[Stored items]
[Start of section]

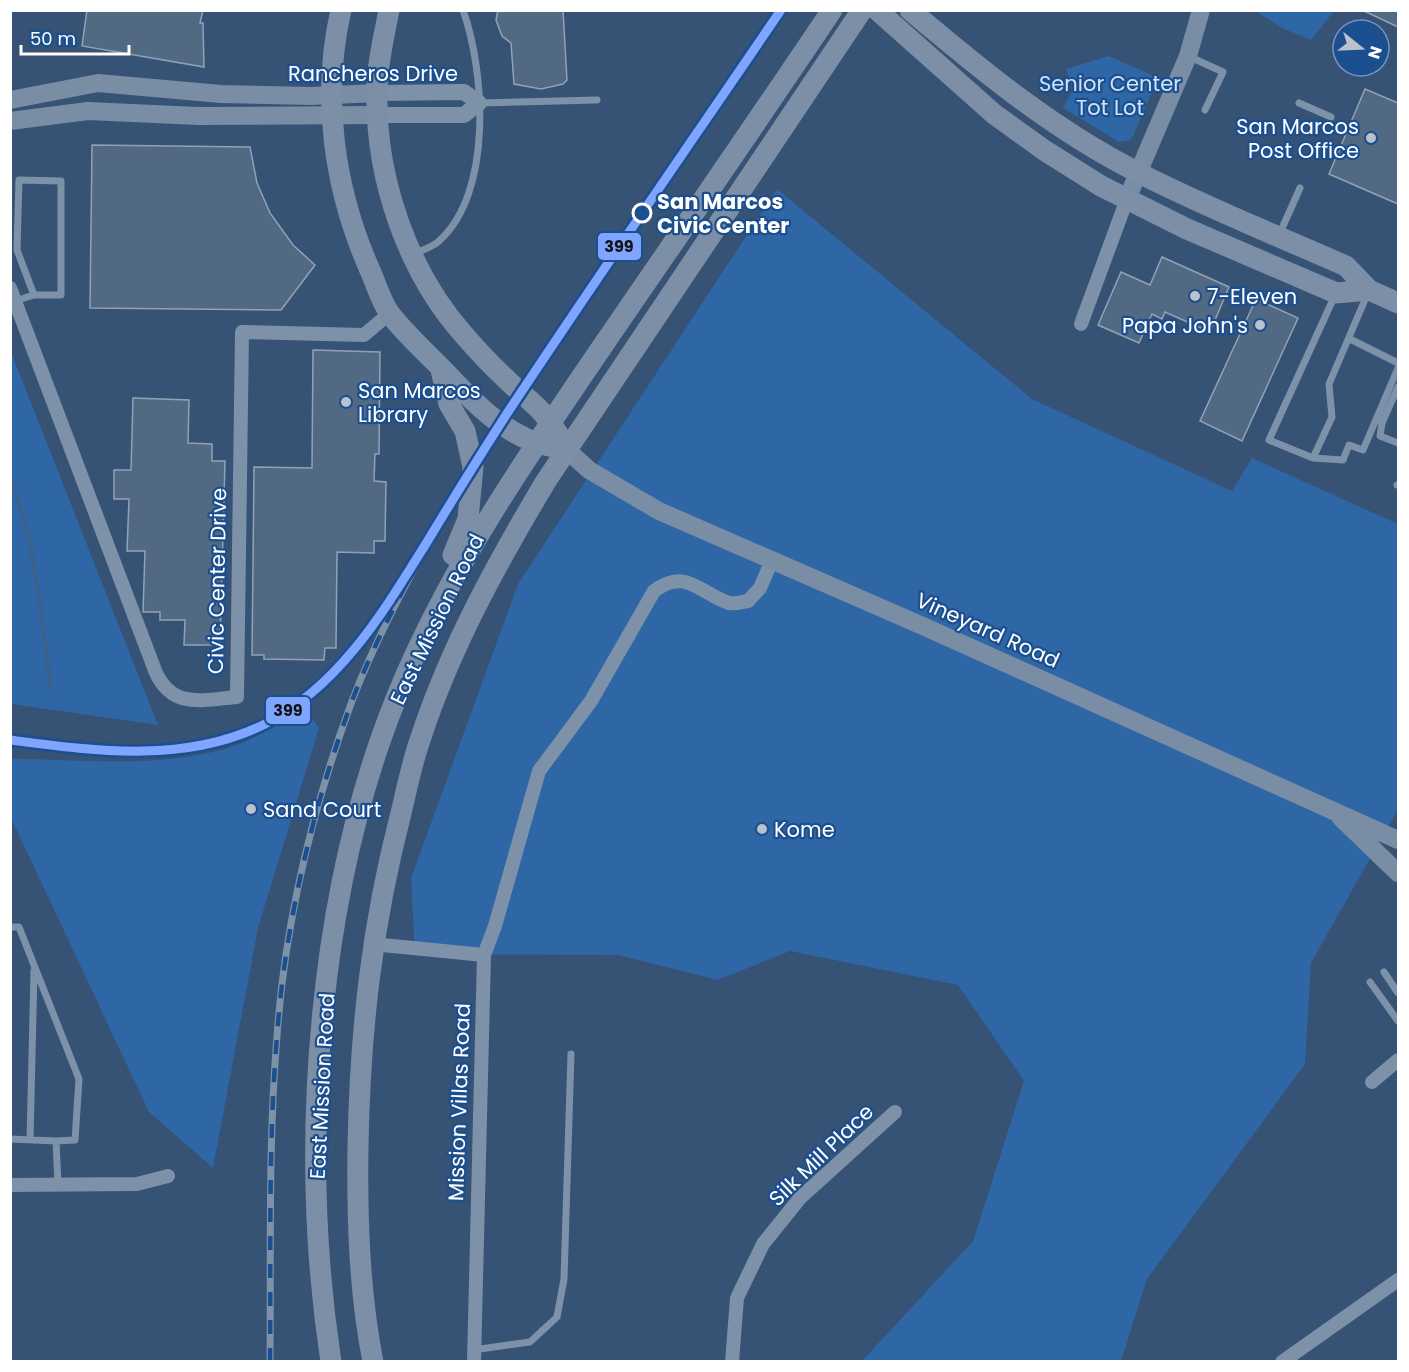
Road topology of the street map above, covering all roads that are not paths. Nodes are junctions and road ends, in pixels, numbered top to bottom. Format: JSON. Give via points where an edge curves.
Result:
{"nodes":[{"id":1,"x":341,"y":10,"type":"edge"},
{"id":2,"x":389,"y":10,"type":"edge"},
{"id":3,"x":463,"y":10,"type":"edge"},
{"id":4,"x":832,"y":10,"type":"edge"},
{"id":5,"x":862,"y":10,"type":"edge"},
{"id":6,"x":877,"y":10,"type":"edge"},
{"id":7,"x":1201,"y":10,"type":"edge"},
{"id":8,"x":911,"y":11,"type":"edge"},
{"id":9,"x":1188,"y":56,"type":"junction"},
{"id":10,"x":377,"y":93,"type":"junction"},
{"id":11,"x":10,"y":100,"type":"edge"},
{"id":12,"x":597,"y":100,"type":"dead end"},
{"id":13,"x":479,"y":103,"type":"junction"},
{"id":14,"x":1299,"y":104,"type":"dead end"},
{"id":15,"x":332,"y":105,"type":"junction"},
{"id":16,"x":1204,"y":110,"type":"dead end"},
{"id":17,"x":379,"y":115,"type":"junction"},
{"id":18,"x":1331,"y":117,"type":"dead end"},
{"id":19,"x":10,"y":121,"type":"edge"},
{"id":20,"x":1137,"y":173,"type":"junction"},
{"id":21,"x":1300,"y":188,"type":"dead end"},
{"id":22,"x":1127,"y":199,"type":"junction"},
{"id":23,"x":1278,"y":236,"type":"junction"},
{"id":24,"x":412,"y":255,"type":"junction"},
{"id":25,"x":1370,"y":290,"type":"junction"},
{"id":26,"x":1336,"y":293,"type":"junction"},
{"id":27,"x":13,"y":294,"type":"edge"},
{"id":28,"x":34,"y":295,"type":"junction"},
{"id":29,"x":1398,"y":303,"type":"edge"},
{"id":30,"x":390,"y":313,"type":"junction"},
{"id":31,"x":1081,"y":324,"type":"dead end"},
{"id":32,"x":1350,"y":339,"type":"junction"},
{"id":33,"x":1398,"y":363,"type":"edge"},
{"id":34,"x":440,"y":367,"type":"junction"},
{"id":35,"x":1398,"y":368,"type":"edge"},
{"id":36,"x":1398,"y":387,"type":"edge"},
{"id":37,"x":551,"y":421,"type":"junction"},
{"id":38,"x":535,"y":443,"type":"junction"},
{"id":39,"x":1398,"y":443,"type":"edge"},
{"id":40,"x":567,"y":450,"type":"junction"},
{"id":41,"x":1313,"y":458,"type":"junction"},
{"id":42,"x":772,"y":560,"type":"junction"},
{"id":43,"x":405,"y":678,"type":"junction"},
{"id":44,"x":1331,"y":809,"type":"junction"},
{"id":45,"x":1398,"y":840,"type":"edge"},
{"id":46,"x":1398,"y":873,"type":"edge"},
{"id":47,"x":10,"y":927,"type":"edge"},
{"id":48,"x":372,"y":944,"type":"junction"},
{"id":49,"x":484,"y":955,"type":"junction"},
{"id":50,"x":34,"y":967,"type":"junction"},
{"id":51,"x":1384,"y":972,"type":"dead end"},
{"id":52,"x":1370,"y":982,"type":"dead end"},
{"id":53,"x":1398,"y":993,"type":"edge"},
{"id":54,"x":1398,"y":1021,"type":"edge"},
{"id":55,"x":571,"y":1054,"type":"dead end"},
{"id":56,"x":1398,"y":1060,"type":"edge"},
{"id":57,"x":1372,"y":1082,"type":"dead end"},
{"id":58,"x":895,"y":1112,"type":"dead end"},
{"id":59,"x":10,"y":1138,"type":"edge"},
{"id":60,"x":30,"y":1140,"type":"junction"},
{"id":61,"x":56,"y":1141,"type":"junction"},
{"id":62,"x":168,"y":1176,"type":"dead end"},
{"id":63,"x":10,"y":1185,"type":"edge"},
{"id":64,"x":58,"y":1185,"type":"junction"},
{"id":65,"x":1398,"y":1280,"type":"edge"},
{"id":66,"x":473,"y":1356,"type":"edge"},
{"id":67,"x":332,"y":1362,"type":"edge"},
{"id":68,"x":373,"y":1362,"type":"edge"},
{"id":69,"x":732,"y":1362,"type":"edge"},
{"id":70,"x":1282,"y":1362,"type":"edge"}],
"edges":[{"from":1,"to":15,"type":"main road"},
{"from":2,"to":10,"type":"main road"},
{"from":3,"to":13,"type":"lane","via":[[475,48]]},
{"from":4,"to":37,"type":"main road","name":"East Mission Road"},
{"from":5,"to":40,"type":"main road","name":"East Mission Road"},
{"from":6,"to":22,"type":"main road","via":[[1018,133]]},
{"from":7,"to":9,"type":"main road"},
{"from":8,"to":20,"type":"main road","via":[[1046,117]]},
{"from":9,"to":16,"type":"lane","via":[[1223,72]]},
{"from":9,"to":20,"type":"main road"},
{"from":10,"to":13,"type":"street","name":"Rancheros Drive","via":[[464,92]]},
{"from":10,"to":15,"type":"main road","name":"Rancheros Drive"},
{"from":10,"to":17,"type":"main road"},
{"from":11,"to":15,"type":"main road","name":"Rancheros Drive","via":[[98,83]]},
{"from":12,"to":13,"type":"lane"},
{"from":13,"to":17,"type":"street","name":"Rancheros Drive","via":[[464,115]]},
{"from":13,"to":24,"type":"lane","via":[[474,172],[463,206],[438,242]]},
{"from":14,"to":18,"type":"lane"},
{"from":15,"to":17,"type":"main road","name":"Rancheros Drive"},
{"from":15,"to":19,"type":"main road","name":"Rancheros Drive","via":[[198,116],[88,111]]},
{"from":15,"to":30,"type":"main road","via":[[337,170],[352,230]]},
{"from":17,"to":24,"type":"main road","via":[[383,162]]},
{"from":20,"to":22,"type":"main road"},
{"from":20,"to":23,"type":"main road"},
{"from":21,"to":23,"type":"lane"},
{"from":22,"to":26,"type":"main road"},
{"from":22,"to":31,"type":"street"},
{"from":23,"to":25,"type":"main road","via":[[1346,266]]},
{"from":24,"to":37,"type":"main road","via":[[462,333]]},
{"from":25,"to":26,"type":"main road"},
{"from":25,"to":29,"type":"main road"},
{"from":25,"to":32,"type":"lane"},
{"from":26,"to":41,"type":"lane","via":[[1269,440]]},
{"from":27,"to":28,"type":"lane"},
{"from":27,"to":30,"type":"street","name":"Civic Center Drive","via":[[156,673],[172,696],[193,699],[237,697],[242,332],[364,335]]},
{"from":28,"to":28,"type":"lane","via":[[17,250],[20,180],[61,181],[61,296]]},
{"from":30,"to":34,"type":"main road"},
{"from":32,"to":33,"type":"lane"},
{"from":32,"to":41,"type":"lane","via":[[1329,384],[1332,417]]},
{"from":34,"to":38,"type":"main road","via":[[492,417]]},
{"from":34,"to":43,"type":"main road","via":[[449,404],[465,431],[473,467],[472,499],[459,543],[440,580]]},
{"from":35,"to":41,"type":"lane","via":[[1363,450],[1349,445],[1343,460]]},
{"from":36,"to":39,"type":"lane","via":[[1380,436]]},
{"from":37,"to":38,"type":"main road","name":"East Mission Road"},
{"from":37,"to":40,"type":"main road"},
{"from":38,"to":40,"type":"main road"},
{"from":38,"to":43,"type":"main road","name":"East Mission Road","via":[[484,523]]},
{"from":40,"to":42,"type":"main road","name":"Vineyard Road","via":[[589,470],[659,511]]},
{"from":40,"to":48,"type":"main road","name":"East Mission Road","via":[[505,550],[437,693],[414,761]]},
{"from":42,"to":44,"type":"main road","name":"Vineyard Road"},
{"from":42,"to":49,"type":"street","name":"Mission Villas Road","via":[[760,588],[748,601],[731,604],[684,580],[668,580],[654,591],[591,701],[539,771]]},
{"from":43,"to":67,"type":"main road","name":"East Mission Road","via":[[375,761],[345,872],[326,991],[317,1183],[319,1261]]},
{"from":44,"to":45,"type":"main road","name":"Vineyard Road"},
{"from":44,"to":46,"type":"main road"},
{"from":47,"to":50,"type":"lane","via":[[19,927]]},
{"from":48,"to":49,"type":"street"},
{"from":48,"to":68,"type":"main road","name":"East Mission Road","via":[[361,1047],[357,1197],[363,1294]]},
{"from":49,"to":66,"type":"street","name":"Mission Villas Road"},
{"from":50,"to":60,"type":"lane"},
{"from":50,"to":61,"type":"lane","via":[[79,1078],[75,1140]]},
{"from":51,"to":53,"type":"lane"},
{"from":52,"to":54,"type":"lane"},
{"from":55,"to":66,"type":"lane","via":[[564,1280],[557,1317],[530,1342]]},
{"from":56,"to":57,"type":"street"},
{"from":58,"to":69,"type":"street","name":"Silk Mill Place","via":[[800,1198],[763,1244],[737,1298]]},
{"from":59,"to":60,"type":"lane"},
{"from":60,"to":61,"type":"lane"},
{"from":61,"to":64,"type":"lane"},
{"from":62,"to":64,"type":"street","via":[[137,1184]]},
{"from":63,"to":64,"type":"street"},
{"from":65,"to":70,"type":"street"}]}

[End of section]

* [Task item]
Please filter the entries for the word "Mission" and copy the lines that have it.

* [Exercise output]
{"from":4,"to":37,"type":"main road","name":"East Mission Road"},
{"from":5,"to":40,"type":"main road","name":"East Mission Road"},
{"from":37,"to":38,"type":"main road","name":"East Mission Road"},
{"from":38,"to":43,"type":"main road","name":"East Mission Road","via":[[484,523]]},
{"from":40,"to":48,"type":"main road","name":"East Mission Road","via":[[505,550],[437,693],[414,761]]},
{"from":42,"to":49,"type":"street","name":"Mission Villas Road","via":[[760,588],[748,601],[731,604],[684,580],[668,580],[654,591],[591,701],[539,771]]},
{"from":43,"to":67,"type":"main road","name":"East Mission Road","via":[[375,761],[345,872],[326,991],[317,1183],[319,1261]]},
{"from":48,"to":68,"type":"main road","name":"East Mission Road","via":[[361,1047],[357,1197],[363,1294]]},
{"from":49,"to":66,"type":"street","name":"Mission Villas Road"},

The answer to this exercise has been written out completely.